ASSIGNED TASK | A complete, exact copy of the records below is the required result.

Records from a dataset
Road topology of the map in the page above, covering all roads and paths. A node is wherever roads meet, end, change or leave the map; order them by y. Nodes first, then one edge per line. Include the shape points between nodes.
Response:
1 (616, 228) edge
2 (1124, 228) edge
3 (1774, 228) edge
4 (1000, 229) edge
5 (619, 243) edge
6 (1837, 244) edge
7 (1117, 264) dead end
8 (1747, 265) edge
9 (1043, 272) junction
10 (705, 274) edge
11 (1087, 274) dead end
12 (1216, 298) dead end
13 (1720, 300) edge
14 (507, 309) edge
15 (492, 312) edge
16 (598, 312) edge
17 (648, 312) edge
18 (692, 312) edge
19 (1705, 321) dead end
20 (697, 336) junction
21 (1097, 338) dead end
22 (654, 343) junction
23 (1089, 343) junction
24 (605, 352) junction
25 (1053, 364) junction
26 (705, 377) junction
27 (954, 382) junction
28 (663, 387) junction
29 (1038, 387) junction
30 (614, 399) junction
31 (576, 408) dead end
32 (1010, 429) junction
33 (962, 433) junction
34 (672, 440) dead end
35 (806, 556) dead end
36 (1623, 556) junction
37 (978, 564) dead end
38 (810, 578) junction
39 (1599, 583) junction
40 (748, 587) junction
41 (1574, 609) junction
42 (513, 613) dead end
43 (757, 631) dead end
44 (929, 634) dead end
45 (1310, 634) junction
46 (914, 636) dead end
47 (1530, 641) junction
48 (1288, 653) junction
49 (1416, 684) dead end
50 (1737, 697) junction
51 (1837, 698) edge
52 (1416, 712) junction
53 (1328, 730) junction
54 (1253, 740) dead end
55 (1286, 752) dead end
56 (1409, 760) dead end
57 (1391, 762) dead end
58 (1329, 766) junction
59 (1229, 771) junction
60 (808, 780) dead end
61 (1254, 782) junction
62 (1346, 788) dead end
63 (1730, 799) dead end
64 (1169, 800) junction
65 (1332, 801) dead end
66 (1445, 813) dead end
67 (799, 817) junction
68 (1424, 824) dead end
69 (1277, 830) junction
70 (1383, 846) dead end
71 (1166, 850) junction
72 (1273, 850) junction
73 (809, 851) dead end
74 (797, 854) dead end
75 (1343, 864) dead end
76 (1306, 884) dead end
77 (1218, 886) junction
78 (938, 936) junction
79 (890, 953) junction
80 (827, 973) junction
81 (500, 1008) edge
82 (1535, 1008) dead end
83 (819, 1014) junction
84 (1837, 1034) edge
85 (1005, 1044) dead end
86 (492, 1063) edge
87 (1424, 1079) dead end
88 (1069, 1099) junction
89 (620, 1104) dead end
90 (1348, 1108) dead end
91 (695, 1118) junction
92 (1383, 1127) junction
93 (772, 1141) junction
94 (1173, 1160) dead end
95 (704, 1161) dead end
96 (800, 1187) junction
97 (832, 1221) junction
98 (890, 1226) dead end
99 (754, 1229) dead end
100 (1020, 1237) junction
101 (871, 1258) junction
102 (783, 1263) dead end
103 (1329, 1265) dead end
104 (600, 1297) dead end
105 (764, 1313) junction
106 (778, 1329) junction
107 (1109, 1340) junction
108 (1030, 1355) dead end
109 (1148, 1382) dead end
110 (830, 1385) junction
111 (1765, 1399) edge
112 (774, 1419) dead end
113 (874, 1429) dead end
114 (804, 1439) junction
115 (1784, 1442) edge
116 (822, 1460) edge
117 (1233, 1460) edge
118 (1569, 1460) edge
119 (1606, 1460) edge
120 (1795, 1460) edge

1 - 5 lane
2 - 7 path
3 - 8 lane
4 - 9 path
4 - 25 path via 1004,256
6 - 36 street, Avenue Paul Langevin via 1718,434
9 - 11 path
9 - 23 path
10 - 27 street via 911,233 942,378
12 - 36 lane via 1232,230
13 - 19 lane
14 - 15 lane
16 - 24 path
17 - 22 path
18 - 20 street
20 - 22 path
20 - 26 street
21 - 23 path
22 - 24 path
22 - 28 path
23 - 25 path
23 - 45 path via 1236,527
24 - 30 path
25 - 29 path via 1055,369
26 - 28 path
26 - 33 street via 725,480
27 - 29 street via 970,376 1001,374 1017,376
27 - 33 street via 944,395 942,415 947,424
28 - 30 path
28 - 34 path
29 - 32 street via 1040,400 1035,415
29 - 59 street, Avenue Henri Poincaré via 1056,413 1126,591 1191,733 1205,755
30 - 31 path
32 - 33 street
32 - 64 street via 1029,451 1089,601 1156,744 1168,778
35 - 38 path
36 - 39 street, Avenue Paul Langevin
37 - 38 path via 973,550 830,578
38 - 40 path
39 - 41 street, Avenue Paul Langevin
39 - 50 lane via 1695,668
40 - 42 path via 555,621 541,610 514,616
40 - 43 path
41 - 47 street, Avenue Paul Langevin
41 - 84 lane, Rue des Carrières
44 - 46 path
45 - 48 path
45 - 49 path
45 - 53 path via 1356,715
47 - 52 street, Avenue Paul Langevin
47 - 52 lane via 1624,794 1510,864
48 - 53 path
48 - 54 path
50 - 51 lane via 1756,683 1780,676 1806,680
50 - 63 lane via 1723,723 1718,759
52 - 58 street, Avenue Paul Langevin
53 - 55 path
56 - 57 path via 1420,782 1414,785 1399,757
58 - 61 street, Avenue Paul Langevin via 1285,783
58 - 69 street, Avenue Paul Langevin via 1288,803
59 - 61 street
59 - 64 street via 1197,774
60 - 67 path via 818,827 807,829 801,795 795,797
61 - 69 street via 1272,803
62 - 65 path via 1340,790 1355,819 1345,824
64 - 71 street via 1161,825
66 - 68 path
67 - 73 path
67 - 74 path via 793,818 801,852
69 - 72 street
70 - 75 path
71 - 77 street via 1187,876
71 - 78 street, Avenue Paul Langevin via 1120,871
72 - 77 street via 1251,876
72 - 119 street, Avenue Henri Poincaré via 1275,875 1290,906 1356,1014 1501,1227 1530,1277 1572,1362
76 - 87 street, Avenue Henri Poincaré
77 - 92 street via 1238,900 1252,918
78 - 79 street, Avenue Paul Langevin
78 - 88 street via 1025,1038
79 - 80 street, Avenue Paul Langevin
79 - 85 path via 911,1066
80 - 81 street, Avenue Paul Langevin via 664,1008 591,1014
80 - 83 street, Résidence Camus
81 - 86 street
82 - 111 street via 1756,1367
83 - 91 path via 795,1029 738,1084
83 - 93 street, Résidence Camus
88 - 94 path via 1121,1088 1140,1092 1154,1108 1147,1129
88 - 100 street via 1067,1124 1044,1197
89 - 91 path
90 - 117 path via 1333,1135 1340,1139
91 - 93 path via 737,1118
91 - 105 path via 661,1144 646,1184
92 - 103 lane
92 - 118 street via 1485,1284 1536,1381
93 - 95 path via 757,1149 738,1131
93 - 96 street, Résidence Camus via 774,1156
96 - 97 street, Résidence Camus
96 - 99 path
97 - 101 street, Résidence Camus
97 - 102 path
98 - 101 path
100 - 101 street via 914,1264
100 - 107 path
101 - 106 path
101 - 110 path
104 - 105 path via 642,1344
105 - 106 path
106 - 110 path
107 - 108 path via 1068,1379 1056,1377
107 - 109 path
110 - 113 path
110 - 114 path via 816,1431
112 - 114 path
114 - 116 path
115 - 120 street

SOLUTION FOR THIS PROBLEM |
Road topology of the map in the page above, covering all roads and paths. A node is wherever roads meet, end, change or leave the map; order them by y. Nodes first, then one edge per line. Include the shape points between nodes.
Response:
1 (616, 228) edge
2 (1124, 228) edge
3 (1774, 228) edge
4 (1000, 229) edge
5 (619, 243) edge
6 (1837, 244) edge
7 (1117, 264) dead end
8 (1747, 265) edge
9 (1043, 272) junction
10 (705, 274) edge
11 (1087, 274) dead end
12 (1216, 298) dead end
13 (1720, 300) edge
14 (507, 309) edge
15 (492, 312) edge
16 (598, 312) edge
17 (648, 312) edge
18 (692, 312) edge
19 (1705, 321) dead end
20 (697, 336) junction
21 (1097, 338) dead end
22 (654, 343) junction
23 (1089, 343) junction
24 (605, 352) junction
25 (1053, 364) junction
26 (705, 377) junction
27 (954, 382) junction
28 (663, 387) junction
29 (1038, 387) junction
30 (614, 399) junction
31 (576, 408) dead end
32 (1010, 429) junction
33 (962, 433) junction
34 (672, 440) dead end
35 (806, 556) dead end
36 (1623, 556) junction
37 (978, 564) dead end
38 (810, 578) junction
39 (1599, 583) junction
40 (748, 587) junction
41 (1574, 609) junction
42 (513, 613) dead end
43 (757, 631) dead end
44 (929, 634) dead end
45 (1310, 634) junction
46 (914, 636) dead end
47 (1530, 641) junction
48 (1288, 653) junction
49 (1416, 684) dead end
50 (1737, 697) junction
51 (1837, 698) edge
52 (1416, 712) junction
53 (1328, 730) junction
54 (1253, 740) dead end
55 (1286, 752) dead end
56 (1409, 760) dead end
57 (1391, 762) dead end
58 (1329, 766) junction
59 (1229, 771) junction
60 (808, 780) dead end
61 (1254, 782) junction
62 (1346, 788) dead end
63 (1730, 799) dead end
64 (1169, 800) junction
65 (1332, 801) dead end
66 (1445, 813) dead end
67 (799, 817) junction
68 (1424, 824) dead end
69 (1277, 830) junction
70 (1383, 846) dead end
71 (1166, 850) junction
72 (1273, 850) junction
73 (809, 851) dead end
74 (797, 854) dead end
75 (1343, 864) dead end
76 (1306, 884) dead end
77 (1218, 886) junction
78 (938, 936) junction
79 (890, 953) junction
80 (827, 973) junction
81 (500, 1008) edge
82 (1535, 1008) dead end
83 (819, 1014) junction
84 (1837, 1034) edge
85 (1005, 1044) dead end
86 (492, 1063) edge
87 (1424, 1079) dead end
88 (1069, 1099) junction
89 (620, 1104) dead end
90 (1348, 1108) dead end
91 (695, 1118) junction
92 (1383, 1127) junction
93 (772, 1141) junction
94 (1173, 1160) dead end
95 (704, 1161) dead end
96 (800, 1187) junction
97 (832, 1221) junction
98 (890, 1226) dead end
99 (754, 1229) dead end
100 (1020, 1237) junction
101 (871, 1258) junction
102 (783, 1263) dead end
103 (1329, 1265) dead end
104 (600, 1297) dead end
105 (764, 1313) junction
106 (778, 1329) junction
107 (1109, 1340) junction
108 (1030, 1355) dead end
109 (1148, 1382) dead end
110 (830, 1385) junction
111 (1765, 1399) edge
112 (774, 1419) dead end
113 (874, 1429) dead end
114 (804, 1439) junction
115 (1784, 1442) edge
116 (822, 1460) edge
117 (1233, 1460) edge
118 (1569, 1460) edge
119 (1606, 1460) edge
120 (1795, 1460) edge

1 - 5 lane
2 - 7 path
3 - 8 lane
4 - 9 path
4 - 25 path via 1004,256
6 - 36 street, Avenue Paul Langevin via 1718,434
9 - 11 path
9 - 23 path
10 - 27 street via 911,233 942,378
12 - 36 lane via 1232,230
13 - 19 lane
14 - 15 lane
16 - 24 path
17 - 22 path
18 - 20 street
20 - 22 path
20 - 26 street
21 - 23 path
22 - 24 path
22 - 28 path
23 - 25 path
23 - 45 path via 1236,527
24 - 30 path
25 - 29 path via 1055,369
26 - 28 path
26 - 33 street via 725,480
27 - 29 street via 970,376 1001,374 1017,376
27 - 33 street via 944,395 942,415 947,424
28 - 30 path
28 - 34 path
29 - 32 street via 1040,400 1035,415
29 - 59 street, Avenue Henri Poincaré via 1056,413 1126,591 1191,733 1205,755
30 - 31 path
32 - 33 street
32 - 64 street via 1029,451 1089,601 1156,744 1168,778
35 - 38 path
36 - 39 street, Avenue Paul Langevin
37 - 38 path via 973,550 830,578
38 - 40 path
39 - 41 street, Avenue Paul Langevin
39 - 50 lane via 1695,668
40 - 42 path via 555,621 541,610 514,616
40 - 43 path
41 - 47 street, Avenue Paul Langevin
41 - 84 lane, Rue des Carrières
44 - 46 path
45 - 48 path
45 - 49 path
45 - 53 path via 1356,715
47 - 52 street, Avenue Paul Langevin
47 - 52 lane via 1624,794 1510,864
48 - 53 path
48 - 54 path
50 - 51 lane via 1756,683 1780,676 1806,680
50 - 63 lane via 1723,723 1718,759
52 - 58 street, Avenue Paul Langevin
53 - 55 path
56 - 57 path via 1420,782 1414,785 1399,757
58 - 61 street, Avenue Paul Langevin via 1285,783
58 - 69 street, Avenue Paul Langevin via 1288,803
59 - 61 street
59 - 64 street via 1197,774
60 - 67 path via 818,827 807,829 801,795 795,797
61 - 69 street via 1272,803
62 - 65 path via 1340,790 1355,819 1345,824
64 - 71 street via 1161,825
66 - 68 path
67 - 73 path
67 - 74 path via 793,818 801,852
69 - 72 street
70 - 75 path
71 - 77 street via 1187,876
71 - 78 street, Avenue Paul Langevin via 1120,871
72 - 77 street via 1251,876
72 - 119 street, Avenue Henri Poincaré via 1275,875 1290,906 1356,1014 1501,1227 1530,1277 1572,1362
76 - 87 street, Avenue Henri Poincaré
77 - 92 street via 1238,900 1252,918
78 - 79 street, Avenue Paul Langevin
78 - 88 street via 1025,1038
79 - 80 street, Avenue Paul Langevin
79 - 85 path via 911,1066
80 - 81 street, Avenue Paul Langevin via 664,1008 591,1014
80 - 83 street, Résidence Camus
81 - 86 street
82 - 111 street via 1756,1367
83 - 91 path via 795,1029 738,1084
83 - 93 street, Résidence Camus
88 - 94 path via 1121,1088 1140,1092 1154,1108 1147,1129
88 - 100 street via 1067,1124 1044,1197
89 - 91 path
90 - 117 path via 1333,1135 1340,1139
91 - 93 path via 737,1118
91 - 105 path via 661,1144 646,1184
92 - 103 lane
92 - 118 street via 1485,1284 1536,1381
93 - 95 path via 757,1149 738,1131
93 - 96 street, Résidence Camus via 774,1156
96 - 97 street, Résidence Camus
96 - 99 path
97 - 101 street, Résidence Camus
97 - 102 path
98 - 101 path
100 - 101 street via 914,1264
100 - 107 path
101 - 106 path
101 - 110 path
104 - 105 path via 642,1344
105 - 106 path
106 - 110 path
107 - 108 path via 1068,1379 1056,1377
107 - 109 path
110 - 113 path
110 - 114 path via 816,1431
112 - 114 path
114 - 116 path
115 - 120 street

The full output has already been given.